In Chile, on the occasion of the upcoming elections, worrying conceptions of human rights (HR) have surfaced. Conceptions that trivialise them, with extreme lightness. From the hard left, particularly those who tend to be behind Artés’ candidacy, there are those who link them to the right to education, health, housing, pensions and a long etcetera, while they ignore what happens in the regimes they admire so much, where individual, trade union and political freedoms are severely violated through the violence of a repressive state apparatus, thereby compromising the unrestricted respect for human rights.

On the hard right, human rights are being approached by the supporters of Kast’s candidacy with a frivolity that takes us back to the times of the unmentionable. Times when euphemisms on the subject were the order of the day and today, they seem to want to return to their old ways. This is how they have so far defended the human rights violations committed by the armed forces and the carabineros. In their defence, at most they have described such violations as isolated events or as regrettable excesses, without acknowledging to date the existence of a policy of extermination of the opposition. A policy applied by the repressive bodies created specifically for this purpose. The case of the beheadings was one of the most emblematic. The country witnessed a policy of human rights violations that included dismissals, torture, disappearances, assassinations, kidnappings, executions, persecutions and exiles.

The concept of human rights came to prominence in 1948 when the United Nations Assembly resolved to adopt the Universal Declaration of Human Rights. It arose as a consequence of the horrors of the Second World War, where the full power of the state apparatus was used to subjugate, humiliate and gas people on the basis of their race, sexual orientation, religious or political beliefs. The aim of such a declaration is to set limits on political and military power, i.e., that no one within the state apparatus and under its protection, in the name of the homeland, freedom, justice or whatever, can do whatever they want without being held accountable for the consequences of their actions.
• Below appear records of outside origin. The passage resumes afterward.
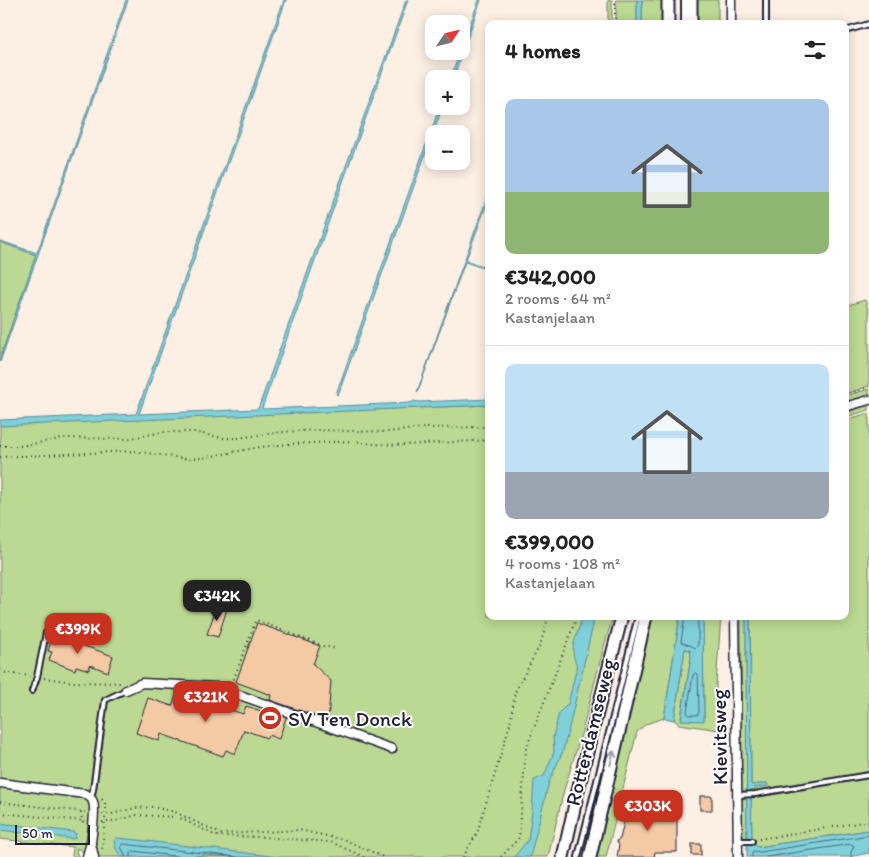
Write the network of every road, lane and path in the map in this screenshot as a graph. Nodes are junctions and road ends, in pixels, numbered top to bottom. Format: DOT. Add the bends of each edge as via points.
graph roads {
  1 [pos="615,0"];
  2 [pos="668,0"];
  3 [pos="684,0"];
  4 [pos="691,0"];
  5 [pos="731,0"];
  6 [pos="766,0"];
  7 [pos="615,20"];
  8 [pos="668,20"];
  9 [pos="684,20"];
  10 [pos="691,20"];
  11 [pos="731,20"];
  12 [pos="766,20"];
  13 [pos="869,24"];
  14 [pos="849,30"];
  15 [pos="869,387"];
  16 [pos="849,394"];
  17 [pos="869,400"];
  18 [pos="849,406"];
  19 [pos="485,427"];
  20 [pos="485,440"];
  21 [pos="0,446"];
  22 [pos="0,457"];
  23 [pos="549,620"];
  24 [pos="575,620"];
  25 [pos="621,620"];
  26 [pos="637,620"];
  27 [pos="645,620"];
  28 [pos="735,620"];
  29 [pos="46,633"];
  30 [pos="337,649"];
  31 [pos="0,672"];
  32 [pos="37,678"];
  33 [pos="124,686"];
  34 [pos="230,690"];
  35 [pos="32,691"];
  36 [pos="392,749"];
  37 [pos="869,775"];
  38 [pos="0,783"];
  39 [pos="741,795"];
  40 [pos="91,797"];
  41 [pos="0,802"];
  42 [pos="0,813"];
  43 [pos="94,813"];
  44 [pos="869,821"];
  45 [pos="93,822"];
  46 [pos="753,840"];
  47 [pos="742,841"];
  48 [pos="91,844"];
  49 [pos="87,857"];
  50 [pos="94,857"];
  51 [pos="364,857"];
  52 [pos="383,857"];
  53 [pos="463,857"];
  54 [pos="501,857"];
  55 [pos="563,857"];
  56 [pos="578,857"];
  57 [pos="590,857"];
  58 [pos="738,857"];
  1 -- 7 [label="path"];
  2 -- 8 [label="main road"];
  3 -- 9 [label="lane"];
  4 -- 10 [label="main road"];
  5 -- 11 [label="street"];
  6 -- 12 [label="lane"];
  13 -- 14 [label="lane"];
  15 -- 16 [label="path"];
  17 -- 18 [label="street"];
  19 -- 21 [label="path" via="387,432 316,430 238,438 194,432 162,432 127,439 66,438"];
  20 -- 22 [label="path" via="405,445 354,441 290,444 187,459 134,451"];
  23 -- 53 [label="path" via="540,645 515,692 510,724 477,834"];
  24 -- 54 [label="path" via="526,749 519,838"];
  25 -- 55 [label="main road, Rotterdamseweg"];
  26 -- 56 [label="lane, Rotterdamseweg"];
  57 -- 27 [label="main road, Rotterdamseweg, one-way"];
  28 -- 39 [label="street, Kievitsweg"];
  29 -- 32 [label="lane"];
  30 -- 34 [label="path" via="256,620"];
  31 -- 32 [label="path"];
  32 -- 33 [label="path"];
  32 -- 35 [label="lane"];
  33 -- 34 [label="street" via="142,683 218,686"];
  33 -- 40 [label="lane" via="105,700"];
  34 -- 36 [label="street"];
  37 -- 39 [label="lane"];
  38 -- 40 [label="street"];
  39 -- 47 [label="street, Kievitsweg"];
  40 -- 43 [label="street"];
  41 -- 43 [label="path"];
  42 -- 45 [label="path"];
  43 -- 45 [label="street"];
  43 -- 52 [label="path" via="106,815 154,807 176,812 221,834 299,830 345,840"];
  44 -- 46 [label="path"];
  45 -- 48 [label="street"];
  45 -- 51 [label="path" via="112,822 137,815 178,817 216,836 331,842"];
  46 -- 47 [label="lane"];
  47 -- 58 [label="street, Kievitsweg"];
  48 -- 49 [label="street"];
  48 -- 50 [label="street"];
}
In democracy, it is assumed that military power is subordinate to political power. Unfortunately, since the beginning of the democratic transition this subordination has been dubious, to say the least. Political power has behaved in a manner marked by fear, thereby compromising the essence of what a proper democratic regime entail. In this sense, it can be said that the democratic transition was ill-conceived from the minute that the man who lost the 1988 plebiscite had the luxury of continuing for another year, then resuming commander-in-chief of the army, and later becoming a senator for life by virtue of constitutional provisions he himself had forged.

Human Rights are trivialised when Kast’s entourage claims that Krassnoff did not violate Human Rights despite having been condemned for it, and argues that the courts can make mistakes; Human Rights are trivialised when an amnesty is promoted for those condemned in Punta Peuco; Human Rights are trivialised when they justify the “death penalty” for those condemned in Punta Peuco; HH. are trivialised when the “excesses” of organisations are justified on the most diverse grounds as if their executors were in charge of themselves; they are trivialised when a reduction of the state apparatus is promoted at the same time as support is given to an increase in the militarisation of the country.

I am reluctant to believe that the majority of the country is willing to disregard and ignore human rights in favour of the militarisation of politics. However, it is not out of the question in a context of corruption and discrediting of politics, along with extensive disorder and insecurity that the government shows itself incapable of resolving. It is worth noting that free countries are not free by increasing the power to intimidate citizens by encouraging a coercive and militarised state. I am convinced that the order and security so longed for by all cannot be achieved in this way, but only through face-to-face dialogue between the different political forces that embrace democracy in its fullest sense.